Weird because proxmox has the same image guide in this video.
Idk if you're out of the loop but proxmox has gone a long way in ease of use. Just point the image and it will do everything for you.
@@jmr
I've tried using HaOS as the main OS. It is too limiting as the dependency/driver support is not up to date for other stuff.
You need to manually find it yourself in command line which is a headache in of itself.
@@jackipiegg What about using dongles like for ZigBee? I'm always seeing people fighting to get USB passthrough. Was that an issue for you in Proxmox or did you have to do something "extra"?
it doesnt work.. both downloaded or url link. why?
What's the error?
I am having the same issues
Why does Home Assistant need a raspberry pi when the tablet has hardware?
It needs to run somewhere in the closet or cabinet. I wouldn't run it on a tablet unless maybe you were just trying to out in a VM or something.

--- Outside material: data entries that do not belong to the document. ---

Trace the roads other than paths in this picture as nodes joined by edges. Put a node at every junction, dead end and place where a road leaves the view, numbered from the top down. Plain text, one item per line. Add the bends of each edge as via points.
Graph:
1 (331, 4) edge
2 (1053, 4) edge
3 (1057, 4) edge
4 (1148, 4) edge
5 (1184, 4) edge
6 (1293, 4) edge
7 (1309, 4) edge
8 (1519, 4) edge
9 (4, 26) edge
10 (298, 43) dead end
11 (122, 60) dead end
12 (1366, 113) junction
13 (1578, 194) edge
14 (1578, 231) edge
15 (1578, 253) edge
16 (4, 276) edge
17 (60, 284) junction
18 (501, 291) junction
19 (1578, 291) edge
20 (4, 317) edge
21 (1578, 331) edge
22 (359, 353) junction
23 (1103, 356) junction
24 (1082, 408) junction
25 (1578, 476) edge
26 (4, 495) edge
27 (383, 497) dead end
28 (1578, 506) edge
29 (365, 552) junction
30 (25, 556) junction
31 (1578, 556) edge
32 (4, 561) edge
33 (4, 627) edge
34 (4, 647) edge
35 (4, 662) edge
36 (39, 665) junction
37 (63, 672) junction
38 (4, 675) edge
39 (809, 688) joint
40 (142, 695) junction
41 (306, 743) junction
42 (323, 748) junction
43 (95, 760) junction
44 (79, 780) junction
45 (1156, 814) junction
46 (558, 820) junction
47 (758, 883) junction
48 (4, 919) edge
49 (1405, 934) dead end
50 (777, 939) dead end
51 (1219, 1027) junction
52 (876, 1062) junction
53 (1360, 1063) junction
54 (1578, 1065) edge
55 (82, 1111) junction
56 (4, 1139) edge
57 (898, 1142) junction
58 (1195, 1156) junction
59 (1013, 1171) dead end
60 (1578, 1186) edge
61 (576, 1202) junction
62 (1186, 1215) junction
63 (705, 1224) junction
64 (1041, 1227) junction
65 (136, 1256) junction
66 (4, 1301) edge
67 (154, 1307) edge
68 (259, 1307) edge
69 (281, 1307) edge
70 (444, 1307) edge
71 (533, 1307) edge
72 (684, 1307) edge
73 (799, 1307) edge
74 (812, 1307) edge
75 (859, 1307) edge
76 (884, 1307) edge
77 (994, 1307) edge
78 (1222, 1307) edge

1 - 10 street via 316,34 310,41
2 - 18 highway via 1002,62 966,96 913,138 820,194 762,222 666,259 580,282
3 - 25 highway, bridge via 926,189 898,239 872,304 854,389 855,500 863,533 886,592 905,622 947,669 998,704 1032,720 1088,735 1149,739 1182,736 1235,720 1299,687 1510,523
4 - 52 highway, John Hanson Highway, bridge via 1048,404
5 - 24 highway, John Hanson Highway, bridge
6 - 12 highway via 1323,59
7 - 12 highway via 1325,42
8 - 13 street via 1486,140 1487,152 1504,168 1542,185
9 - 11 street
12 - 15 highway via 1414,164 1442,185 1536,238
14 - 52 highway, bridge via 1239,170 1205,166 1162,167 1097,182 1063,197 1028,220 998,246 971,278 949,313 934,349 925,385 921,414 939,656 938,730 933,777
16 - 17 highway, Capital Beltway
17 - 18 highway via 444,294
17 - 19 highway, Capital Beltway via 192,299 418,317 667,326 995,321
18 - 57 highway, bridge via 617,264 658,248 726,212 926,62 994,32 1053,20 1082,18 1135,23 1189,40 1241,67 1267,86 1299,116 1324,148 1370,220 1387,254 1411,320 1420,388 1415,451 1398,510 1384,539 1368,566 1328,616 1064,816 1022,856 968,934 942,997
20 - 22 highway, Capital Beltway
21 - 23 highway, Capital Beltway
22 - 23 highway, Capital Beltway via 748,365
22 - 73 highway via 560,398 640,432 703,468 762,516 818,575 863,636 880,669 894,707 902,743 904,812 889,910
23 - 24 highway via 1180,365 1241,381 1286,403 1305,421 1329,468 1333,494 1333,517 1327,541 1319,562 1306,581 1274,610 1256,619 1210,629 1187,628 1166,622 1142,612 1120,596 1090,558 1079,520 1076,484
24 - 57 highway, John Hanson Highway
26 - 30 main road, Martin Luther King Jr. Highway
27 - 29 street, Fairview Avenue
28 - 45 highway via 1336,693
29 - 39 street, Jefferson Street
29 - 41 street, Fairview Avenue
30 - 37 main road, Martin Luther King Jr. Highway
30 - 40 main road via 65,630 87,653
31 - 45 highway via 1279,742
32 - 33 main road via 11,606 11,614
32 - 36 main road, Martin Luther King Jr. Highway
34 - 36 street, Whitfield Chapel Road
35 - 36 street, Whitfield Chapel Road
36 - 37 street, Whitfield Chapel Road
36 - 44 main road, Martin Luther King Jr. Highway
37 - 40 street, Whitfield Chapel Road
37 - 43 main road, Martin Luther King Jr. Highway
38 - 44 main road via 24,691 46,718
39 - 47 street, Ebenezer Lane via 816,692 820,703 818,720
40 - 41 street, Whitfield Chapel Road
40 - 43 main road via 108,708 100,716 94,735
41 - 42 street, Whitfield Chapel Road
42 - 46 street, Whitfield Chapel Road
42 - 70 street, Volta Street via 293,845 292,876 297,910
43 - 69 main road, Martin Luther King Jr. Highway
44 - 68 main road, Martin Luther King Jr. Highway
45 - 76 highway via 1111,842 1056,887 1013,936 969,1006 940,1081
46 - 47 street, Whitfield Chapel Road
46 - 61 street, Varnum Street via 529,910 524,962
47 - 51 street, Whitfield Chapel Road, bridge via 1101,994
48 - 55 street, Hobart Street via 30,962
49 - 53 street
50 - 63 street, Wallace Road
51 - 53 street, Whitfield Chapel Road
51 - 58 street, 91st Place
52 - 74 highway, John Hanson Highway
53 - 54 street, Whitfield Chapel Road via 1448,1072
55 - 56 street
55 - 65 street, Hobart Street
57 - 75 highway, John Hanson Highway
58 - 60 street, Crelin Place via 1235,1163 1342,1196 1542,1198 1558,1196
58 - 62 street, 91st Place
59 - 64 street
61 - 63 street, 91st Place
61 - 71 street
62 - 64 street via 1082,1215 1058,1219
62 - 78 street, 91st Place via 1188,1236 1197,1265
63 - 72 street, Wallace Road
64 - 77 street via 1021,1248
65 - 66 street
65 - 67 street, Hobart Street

@digiblurDIY ok thanks. I saw some people control their HA with a wall mounted tablet but wasnt sure why the tablet couldnt be the brains as well as the interface
I have seen some solutions like that but I would pass on that myself. When I get tired of the tablet since I didn't use it and just automated stuff what now?
first
Pi's are for Vegans and none of the cool kids hang out with the Vegans 🤣🤣
cheap used intel NUC from eBay
Yup. eBay is great to pick up some older but far useful PC equipment in the HA world for sure.